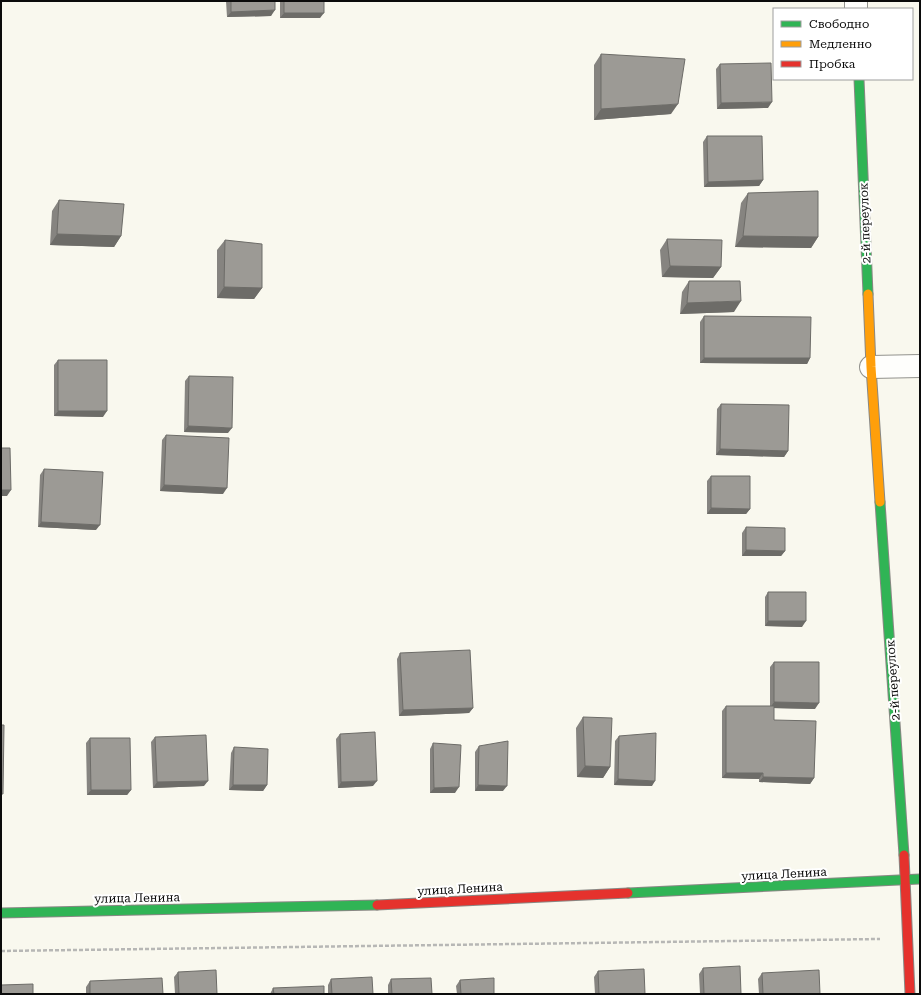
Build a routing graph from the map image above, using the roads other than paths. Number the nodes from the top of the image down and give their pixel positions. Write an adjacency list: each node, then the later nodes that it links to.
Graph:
1 (859, 80): 3 (street, 2-й переулок)
2 (920, 366): 3 (street)
3 (871, 367): 5 (street, 2-й переулок)
4 (920, 879): 5 (street, улица Ленина)
5 (906, 880): 6 (street, улица Ленина); 7 (street, 2-й переулок)
6 (1, 913)
7 (910, 994)

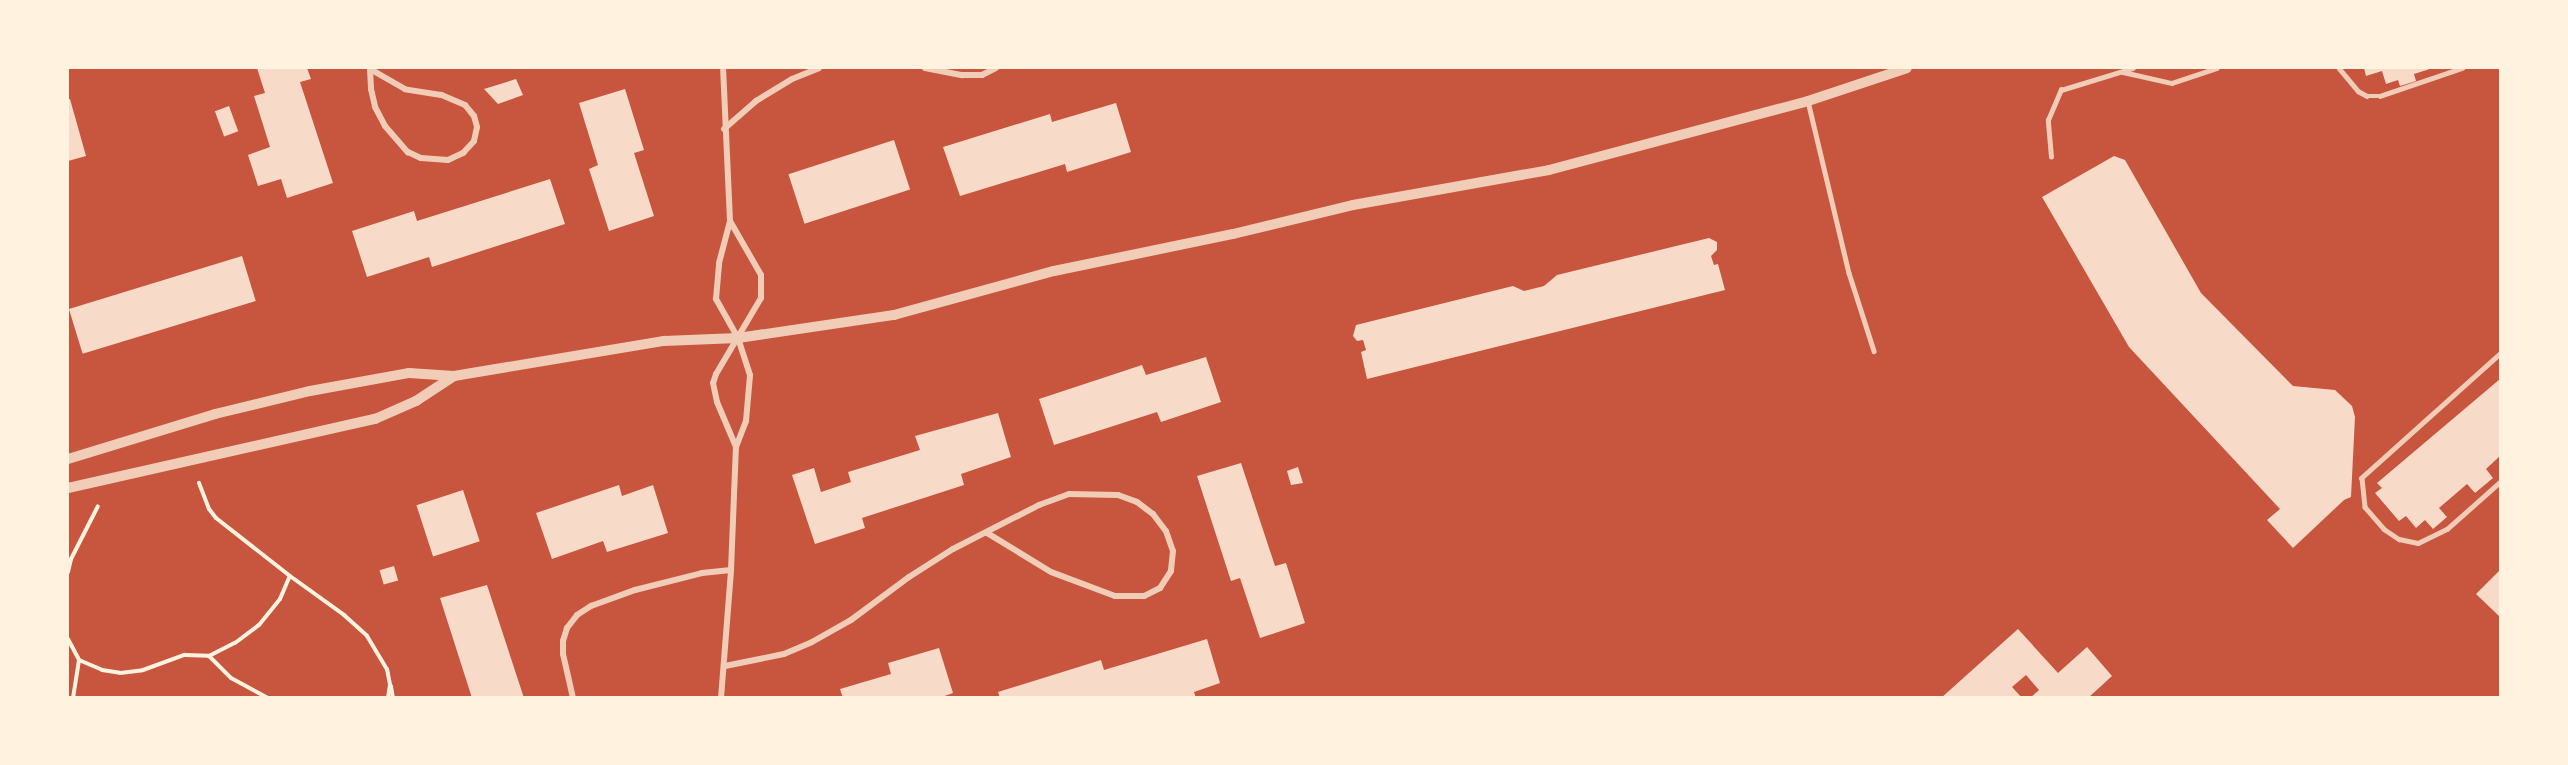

▶ _Task statement_
Nothing in the entries above should change when they are printed again, except that the pictures are dropped.

▶ _Answer to this exercise_
Build a routing graph from the map image above, using the roads other than paths. Number the nodes from the top of the image down and give their pixel positions. Write an adjacency list: each node, then the later nodes that it links to.
Graph:
1 (859, 80): 3 (street, 2-й переулок)
2 (920, 366): 3 (street)
3 (871, 367): 5 (street, 2-й переулок)
4 (920, 879): 5 (street, улица Ленина)
5 (906, 880): 6 (street, улица Ленина); 7 (street, 2-й переулок)
6 (1, 913)
7 (910, 994)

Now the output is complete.